— Requirement —
How many lines in these records hold the string "Format"? Reply with the number alone.

** Records for processing follows **

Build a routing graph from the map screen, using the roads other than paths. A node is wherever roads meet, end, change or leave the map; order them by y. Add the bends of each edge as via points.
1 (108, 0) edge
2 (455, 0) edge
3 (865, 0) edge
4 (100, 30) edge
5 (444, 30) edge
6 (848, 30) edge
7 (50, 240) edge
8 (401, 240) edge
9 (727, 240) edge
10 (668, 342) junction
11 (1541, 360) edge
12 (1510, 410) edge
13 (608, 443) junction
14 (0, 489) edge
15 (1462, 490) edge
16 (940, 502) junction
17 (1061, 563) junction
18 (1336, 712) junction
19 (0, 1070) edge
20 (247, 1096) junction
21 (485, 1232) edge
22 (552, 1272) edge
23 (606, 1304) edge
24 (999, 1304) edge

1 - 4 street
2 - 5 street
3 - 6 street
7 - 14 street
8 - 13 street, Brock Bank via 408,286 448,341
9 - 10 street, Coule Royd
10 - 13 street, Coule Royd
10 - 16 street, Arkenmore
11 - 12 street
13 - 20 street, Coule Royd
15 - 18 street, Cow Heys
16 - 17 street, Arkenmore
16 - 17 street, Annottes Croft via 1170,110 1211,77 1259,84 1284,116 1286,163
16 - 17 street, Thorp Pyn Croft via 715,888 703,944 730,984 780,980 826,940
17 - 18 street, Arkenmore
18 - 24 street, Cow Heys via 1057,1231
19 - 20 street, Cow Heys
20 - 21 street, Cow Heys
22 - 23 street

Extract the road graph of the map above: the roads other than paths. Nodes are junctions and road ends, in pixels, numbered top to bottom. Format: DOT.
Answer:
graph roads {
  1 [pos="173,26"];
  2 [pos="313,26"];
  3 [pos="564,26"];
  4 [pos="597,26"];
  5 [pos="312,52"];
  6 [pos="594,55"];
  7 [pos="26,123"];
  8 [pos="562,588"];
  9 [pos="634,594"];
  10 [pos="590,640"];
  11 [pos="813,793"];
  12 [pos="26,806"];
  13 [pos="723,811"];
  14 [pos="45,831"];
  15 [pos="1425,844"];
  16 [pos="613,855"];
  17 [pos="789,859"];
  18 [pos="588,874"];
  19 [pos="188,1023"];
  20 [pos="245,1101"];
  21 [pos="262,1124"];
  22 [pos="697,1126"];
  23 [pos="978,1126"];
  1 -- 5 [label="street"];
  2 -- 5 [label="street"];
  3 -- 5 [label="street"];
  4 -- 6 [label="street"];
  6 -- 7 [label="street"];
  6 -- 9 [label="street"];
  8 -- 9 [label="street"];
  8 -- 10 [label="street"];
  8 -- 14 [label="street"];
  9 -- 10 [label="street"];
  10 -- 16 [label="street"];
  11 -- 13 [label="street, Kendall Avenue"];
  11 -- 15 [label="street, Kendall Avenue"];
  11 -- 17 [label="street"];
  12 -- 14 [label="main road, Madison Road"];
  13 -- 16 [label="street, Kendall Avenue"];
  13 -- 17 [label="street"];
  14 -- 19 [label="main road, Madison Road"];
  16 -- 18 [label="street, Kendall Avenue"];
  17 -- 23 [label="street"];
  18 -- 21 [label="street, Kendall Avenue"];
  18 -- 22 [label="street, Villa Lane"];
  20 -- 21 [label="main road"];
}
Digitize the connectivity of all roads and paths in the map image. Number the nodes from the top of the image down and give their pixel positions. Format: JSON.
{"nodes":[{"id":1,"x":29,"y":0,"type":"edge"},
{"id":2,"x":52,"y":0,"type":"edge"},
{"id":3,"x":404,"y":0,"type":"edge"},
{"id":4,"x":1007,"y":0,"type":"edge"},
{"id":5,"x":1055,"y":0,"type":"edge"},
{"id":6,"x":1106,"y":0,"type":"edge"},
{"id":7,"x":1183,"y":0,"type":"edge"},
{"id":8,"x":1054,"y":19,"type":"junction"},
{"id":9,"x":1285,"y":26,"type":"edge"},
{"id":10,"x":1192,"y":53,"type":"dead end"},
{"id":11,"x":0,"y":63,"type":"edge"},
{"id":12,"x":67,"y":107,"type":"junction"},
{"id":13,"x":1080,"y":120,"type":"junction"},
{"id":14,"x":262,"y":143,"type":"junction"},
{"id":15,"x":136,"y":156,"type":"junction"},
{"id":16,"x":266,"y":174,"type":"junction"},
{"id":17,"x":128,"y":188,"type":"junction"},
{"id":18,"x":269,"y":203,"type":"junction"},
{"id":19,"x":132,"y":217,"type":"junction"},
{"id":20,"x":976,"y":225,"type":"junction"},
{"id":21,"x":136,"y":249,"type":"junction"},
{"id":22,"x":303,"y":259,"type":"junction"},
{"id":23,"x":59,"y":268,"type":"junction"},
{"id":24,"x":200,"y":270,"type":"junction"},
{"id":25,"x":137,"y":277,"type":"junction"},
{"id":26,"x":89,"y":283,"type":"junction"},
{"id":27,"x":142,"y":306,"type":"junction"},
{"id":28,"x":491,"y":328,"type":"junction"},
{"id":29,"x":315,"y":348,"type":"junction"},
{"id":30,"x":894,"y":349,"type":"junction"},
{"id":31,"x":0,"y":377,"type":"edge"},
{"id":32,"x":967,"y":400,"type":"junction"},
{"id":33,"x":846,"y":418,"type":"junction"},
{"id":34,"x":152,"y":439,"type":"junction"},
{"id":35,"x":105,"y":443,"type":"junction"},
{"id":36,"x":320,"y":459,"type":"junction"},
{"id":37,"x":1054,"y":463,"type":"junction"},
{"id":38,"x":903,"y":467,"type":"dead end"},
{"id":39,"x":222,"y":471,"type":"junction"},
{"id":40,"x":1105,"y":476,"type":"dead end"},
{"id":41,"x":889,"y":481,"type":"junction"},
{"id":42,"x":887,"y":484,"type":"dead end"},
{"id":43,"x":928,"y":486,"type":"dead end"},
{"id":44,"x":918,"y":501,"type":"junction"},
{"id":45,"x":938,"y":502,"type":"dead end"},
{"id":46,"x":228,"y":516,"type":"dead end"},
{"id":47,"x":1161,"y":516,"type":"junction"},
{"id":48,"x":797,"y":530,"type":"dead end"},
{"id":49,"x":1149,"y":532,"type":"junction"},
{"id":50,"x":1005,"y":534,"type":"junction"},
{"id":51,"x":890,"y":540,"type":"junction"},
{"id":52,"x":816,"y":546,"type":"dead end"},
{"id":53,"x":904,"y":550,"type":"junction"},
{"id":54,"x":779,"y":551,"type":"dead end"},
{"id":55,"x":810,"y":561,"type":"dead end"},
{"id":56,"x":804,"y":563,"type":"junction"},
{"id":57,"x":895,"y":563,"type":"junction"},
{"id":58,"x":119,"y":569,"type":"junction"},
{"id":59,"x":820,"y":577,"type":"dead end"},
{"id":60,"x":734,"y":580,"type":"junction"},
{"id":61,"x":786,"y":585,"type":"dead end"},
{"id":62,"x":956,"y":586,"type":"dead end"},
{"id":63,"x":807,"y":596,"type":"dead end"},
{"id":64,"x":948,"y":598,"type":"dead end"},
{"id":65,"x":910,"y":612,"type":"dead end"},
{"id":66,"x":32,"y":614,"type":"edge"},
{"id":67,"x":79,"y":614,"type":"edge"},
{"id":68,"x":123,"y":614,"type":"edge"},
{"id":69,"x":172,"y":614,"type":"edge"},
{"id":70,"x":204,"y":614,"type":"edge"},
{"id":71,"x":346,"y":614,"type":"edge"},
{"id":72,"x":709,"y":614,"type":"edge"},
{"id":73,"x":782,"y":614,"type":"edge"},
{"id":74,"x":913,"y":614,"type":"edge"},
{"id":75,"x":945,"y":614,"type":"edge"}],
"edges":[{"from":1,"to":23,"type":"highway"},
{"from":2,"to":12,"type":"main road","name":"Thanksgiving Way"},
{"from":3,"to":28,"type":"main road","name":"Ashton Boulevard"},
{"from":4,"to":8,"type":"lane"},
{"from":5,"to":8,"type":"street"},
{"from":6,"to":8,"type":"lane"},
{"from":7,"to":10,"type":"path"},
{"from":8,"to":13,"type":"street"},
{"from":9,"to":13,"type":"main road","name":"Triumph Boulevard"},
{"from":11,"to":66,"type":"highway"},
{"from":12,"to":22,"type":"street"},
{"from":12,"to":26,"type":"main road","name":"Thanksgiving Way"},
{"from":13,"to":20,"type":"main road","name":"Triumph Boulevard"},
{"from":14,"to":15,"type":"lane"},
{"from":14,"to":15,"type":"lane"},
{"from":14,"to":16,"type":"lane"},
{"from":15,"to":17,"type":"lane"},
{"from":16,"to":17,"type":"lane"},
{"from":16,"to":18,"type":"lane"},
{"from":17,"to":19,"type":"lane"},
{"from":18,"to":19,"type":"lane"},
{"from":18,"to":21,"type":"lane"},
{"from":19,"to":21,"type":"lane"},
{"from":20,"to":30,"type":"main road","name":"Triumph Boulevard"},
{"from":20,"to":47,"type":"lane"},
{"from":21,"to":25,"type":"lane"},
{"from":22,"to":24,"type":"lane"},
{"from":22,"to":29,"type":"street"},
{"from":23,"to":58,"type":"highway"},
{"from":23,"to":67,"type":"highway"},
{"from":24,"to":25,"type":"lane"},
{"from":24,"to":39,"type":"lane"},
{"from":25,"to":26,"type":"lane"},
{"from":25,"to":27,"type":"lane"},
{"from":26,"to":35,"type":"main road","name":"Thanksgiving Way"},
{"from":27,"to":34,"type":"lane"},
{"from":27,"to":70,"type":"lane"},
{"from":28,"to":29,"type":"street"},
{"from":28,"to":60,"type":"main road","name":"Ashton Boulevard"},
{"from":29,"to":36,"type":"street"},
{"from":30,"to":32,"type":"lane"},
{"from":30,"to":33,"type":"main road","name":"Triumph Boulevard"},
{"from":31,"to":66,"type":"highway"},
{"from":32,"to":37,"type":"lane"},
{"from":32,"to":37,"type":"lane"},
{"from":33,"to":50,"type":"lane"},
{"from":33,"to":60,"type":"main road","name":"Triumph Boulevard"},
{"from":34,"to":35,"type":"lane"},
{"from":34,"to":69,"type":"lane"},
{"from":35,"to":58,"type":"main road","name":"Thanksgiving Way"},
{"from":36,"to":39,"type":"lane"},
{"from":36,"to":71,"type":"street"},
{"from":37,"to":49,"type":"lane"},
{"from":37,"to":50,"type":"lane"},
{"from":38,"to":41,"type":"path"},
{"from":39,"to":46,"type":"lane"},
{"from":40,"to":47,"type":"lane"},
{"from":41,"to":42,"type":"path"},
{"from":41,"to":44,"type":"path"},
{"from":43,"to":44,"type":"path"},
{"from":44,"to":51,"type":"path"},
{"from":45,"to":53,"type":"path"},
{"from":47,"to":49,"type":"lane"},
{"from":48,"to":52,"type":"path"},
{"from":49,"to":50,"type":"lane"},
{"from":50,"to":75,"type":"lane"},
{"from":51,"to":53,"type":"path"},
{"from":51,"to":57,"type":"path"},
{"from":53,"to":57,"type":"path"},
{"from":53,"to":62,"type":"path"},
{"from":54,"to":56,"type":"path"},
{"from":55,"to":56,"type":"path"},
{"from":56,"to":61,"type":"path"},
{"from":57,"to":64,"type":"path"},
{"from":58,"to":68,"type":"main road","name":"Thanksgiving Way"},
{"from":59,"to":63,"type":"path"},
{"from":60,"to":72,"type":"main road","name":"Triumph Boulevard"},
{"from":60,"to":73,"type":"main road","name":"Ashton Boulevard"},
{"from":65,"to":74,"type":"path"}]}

** End of Records for processing **

— Completed task —
2